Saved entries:
☆ ☆ ☆ ☆ ☆ ☆ ☆

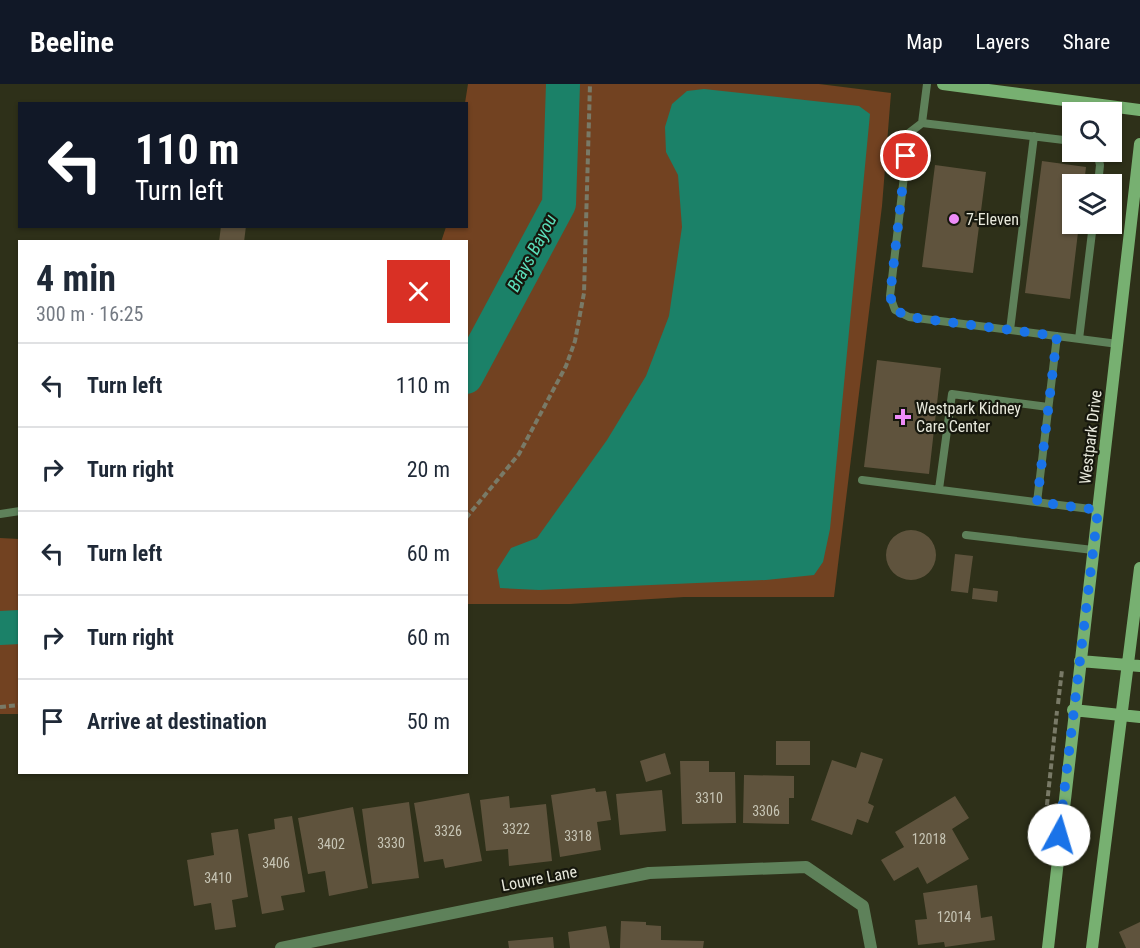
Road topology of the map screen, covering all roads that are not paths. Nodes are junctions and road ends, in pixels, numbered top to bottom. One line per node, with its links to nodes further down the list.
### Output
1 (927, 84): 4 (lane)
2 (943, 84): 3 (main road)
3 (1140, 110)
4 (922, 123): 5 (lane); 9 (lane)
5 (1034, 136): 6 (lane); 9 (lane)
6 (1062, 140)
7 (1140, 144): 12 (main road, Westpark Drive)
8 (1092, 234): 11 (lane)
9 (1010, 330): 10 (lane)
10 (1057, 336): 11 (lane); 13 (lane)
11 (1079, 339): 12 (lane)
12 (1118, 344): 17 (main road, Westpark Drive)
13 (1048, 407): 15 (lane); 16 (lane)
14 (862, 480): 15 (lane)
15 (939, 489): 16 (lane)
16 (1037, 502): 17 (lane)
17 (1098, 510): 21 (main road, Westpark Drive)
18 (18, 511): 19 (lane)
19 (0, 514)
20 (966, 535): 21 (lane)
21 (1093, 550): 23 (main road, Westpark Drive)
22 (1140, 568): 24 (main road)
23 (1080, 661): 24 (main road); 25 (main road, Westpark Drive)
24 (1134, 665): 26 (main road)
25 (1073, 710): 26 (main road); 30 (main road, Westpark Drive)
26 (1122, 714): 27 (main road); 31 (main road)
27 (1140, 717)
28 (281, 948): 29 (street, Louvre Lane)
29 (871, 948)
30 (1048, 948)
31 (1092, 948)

☆ ☆ ☆ ☆ ☆ ☆ ☆

WORK TO COMPLETE: Set the records down again exactly as given, and leave the pictures out.

RESPONSE TO THE TASK:
Road topology of the map screen, covering all roads that are not paths. Nodes are junctions and road ends, in pixels, numbered top to bottom. One line per node, with its links to nodes further down the list.
### Output
1 (927, 84): 4 (lane)
2 (943, 84): 3 (main road)
3 (1140, 110)
4 (922, 123): 5 (lane); 9 (lane)
5 (1034, 136): 6 (lane); 9 (lane)
6 (1062, 140)
7 (1140, 144): 12 (main road, Westpark Drive)
8 (1092, 234): 11 (lane)
9 (1010, 330): 10 (lane)
10 (1057, 336): 11 (lane); 13 (lane)
11 (1079, 339): 12 (lane)
12 (1118, 344): 17 (main road, Westpark Drive)
13 (1048, 407): 15 (lane); 16 (lane)
14 (862, 480): 15 (lane)
15 (939, 489): 16 (lane)
16 (1037, 502): 17 (lane)
17 (1098, 510): 21 (main road, Westpark Drive)
18 (18, 511): 19 (lane)
19 (0, 514)
20 (966, 535): 21 (lane)
21 (1093, 550): 23 (main road, Westpark Drive)
22 (1140, 568): 24 (main road)
23 (1080, 661): 24 (main road); 25 (main road, Westpark Drive)
24 (1134, 665): 26 (main road)
25 (1073, 710): 26 (main road); 30 (main road, Westpark Drive)
26 (1122, 714): 27 (main road); 31 (main road)
27 (1140, 717)
28 (281, 948): 29 (street, Louvre Lane)
29 (871, 948)
30 (1048, 948)
31 (1092, 948)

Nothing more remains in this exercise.